Magnólia Costa Santos: – Os cursos do MAM são livres, ou seja, podem ser frequentados por quem se interessar pelo seu conteúdo. Por esse motivo, o público é bastante heterogêneo. Há pessoas de várias faixas etárias, profissões e classes sociais. Creio que o próprio ambiente do Museu favorece isso, pois é destinado a receber um público diverso. No MAM, visitantes e alunos buscam abordagens da arte e da cultura que enriqueçam sua visão de mundo, sem compromisso com desempenho acadêmico. Museus são lugares onde o público experimenta e avalia, não onde ele é avaliado.

No MAM você leciona disciplinas de história da arte ocidental. Atualmente está ministrando dois cursos, que estão ocorrendo agora. Como é o curso Imagem e Identidade? Trata-se de um curso que estuda filósofos da Estética?

“Tenho duas linhas de trabalho: História da Arte ocidental e Cultura Contemporânea. Os cursos de História da Arte são organizados em períodos, abrangendo produções do século XV ao XX. Os cursos de Cultura Contemporânea são temáticos. Incluo nessa categoria títulos que adentram o campo da crítica de arte.

No curso “Arte e identidade”, proponho analisar o papel da imagem na formação do imaginário coletivo e, a partir daí, de sua centralidade na construção da identidade. O referencial teórico é amplo. Envolve Filosofia, com pensadores de três períodos diferentes (antigo, moderno e contemporâneo), e Sociologia, em particular pensadores da Escola de Cambrigde.”

Sobre o curso de Arte Política: fazendo um paralelo com o ataque que o MAM sofreu recentemente com o 35º Panorama da Arte Brasileira, em que o vídeo de uma performance do Wagner Schwartz foi retirado de exposição, verifiquei que teve uma aula neste curso chamada Arte Degenerada, sobre a perseguição do Terceiro Reich às obras modernas.

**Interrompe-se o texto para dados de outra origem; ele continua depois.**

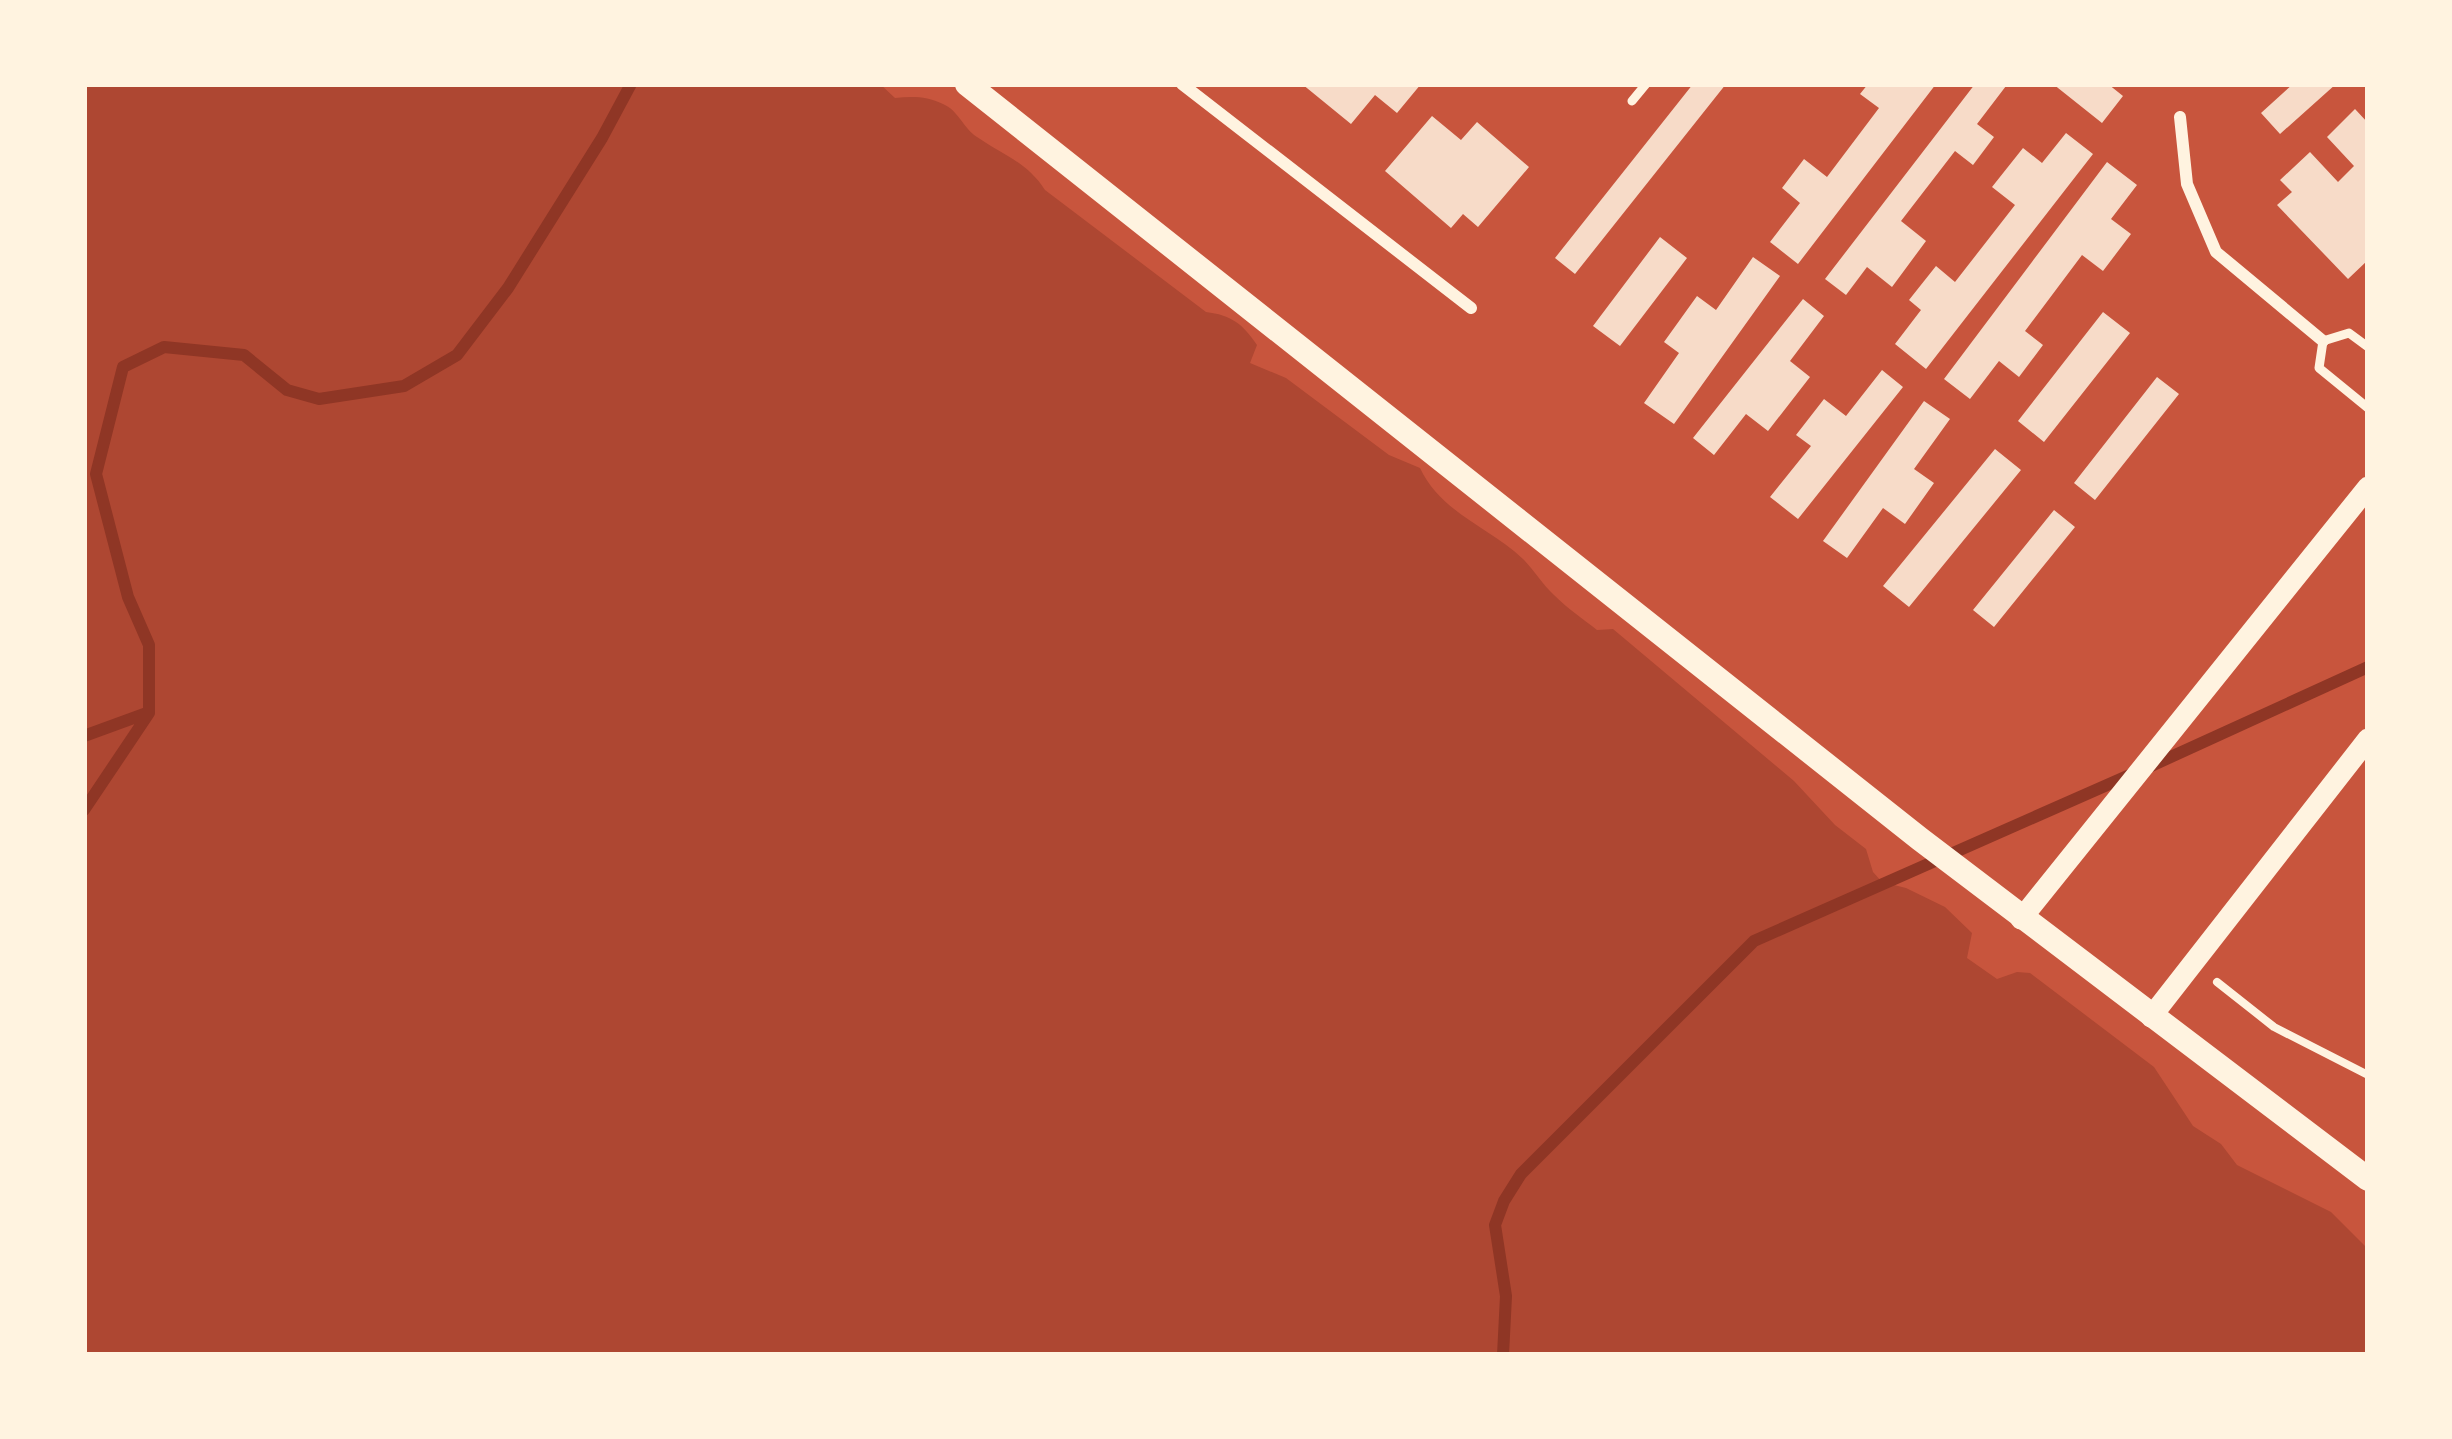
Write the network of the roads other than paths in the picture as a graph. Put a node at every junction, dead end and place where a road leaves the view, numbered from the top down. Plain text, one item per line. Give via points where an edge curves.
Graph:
1 (967, 84) edge
2 (1182, 84) edge
3 (1646, 84) edge
4 (1632, 101) dead end
5 (2180, 117) dead end
6 (1471, 308) dead end
7 (2323, 341) junction
8 (2368, 347) edge
9 (2368, 408) edge
10 (2368, 487) edge
11 (2368, 739) edge
12 (2021, 919) junction
13 (2151, 1017) junction
14 (2368, 1179) edge

1 - 12 main road
2 - 6 street
3 - 4 lane
5 - 7 street via 2187,184 2216,252
7 - 8 lane via 2349,333
7 - 9 lane via 2319,368
10 - 12 street
11 - 13 street
12 - 13 main road
13 - 14 main road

Você acha que de alguma maneira a arte algum dia estará livre da censura de grupos autoritários? Qual a importância do estudo da Filosofia (talvez no Ensino Médio) para criar senso crítico nessas pessoas?

“Com relação à questão do Panorama, eu diria que o MAM não foi censurado, mas foi alvo de ataques, de uma tentativa de censura por parte de grupos que disseminaram uma percepção distorcida de uma obra de arte. O vídeo a que você faz menção jamais foi exibido, a fim de proteger o artista e o público.

Eu ministro o curso “Arte política” há alguns anos. O tema da degeneração é central para compreender como os dispositivos de controle autoritários se manifestam, desqualificando, oprimindo e condenando a expressão livre do pensamento. Por meio de várias disciplinas, a Filosofia aborda as ideias de maneira racional, visando ao esclarecimento e ao conhecimento. Na minha opinião, a Filosofia deveria estar presente em todos os níveis de ensino, não somente no Médio.”

Você de alguma maneira trabalha com curadoria das exposições do MAM (ou de exposições fora dele?), ou trabalha somente na área dos cursos? E além do MAM, que outras experiências profissionais você poderia contar um pouco, que foram importantes para você?

“Faço curadoria de exposições eventualmente, quando comissionada, no MAM e em outras instituições. Minha atuação profissional se estende para dois campos: o do ensaio e o editorial, onde acumulei diversas experiências. Traduzi clássicos da literatura francesa, trabalhei como redatora e revisora, editei vários livros. No MAM, inclusive, coordenei o Setor Editorial por anos.”

Toda a sua formação foi no Departamento de Filosofia da FFLCH. Mestrado e Doutorado em Estética. Como foi o ensino da Estética na graduação em Filosofia? Todos os graduandos estudavam Estética ou era um campo mais de disciplinas optativas? Nos tempos de graduação você já pretendia seguir pesquisa nessa área?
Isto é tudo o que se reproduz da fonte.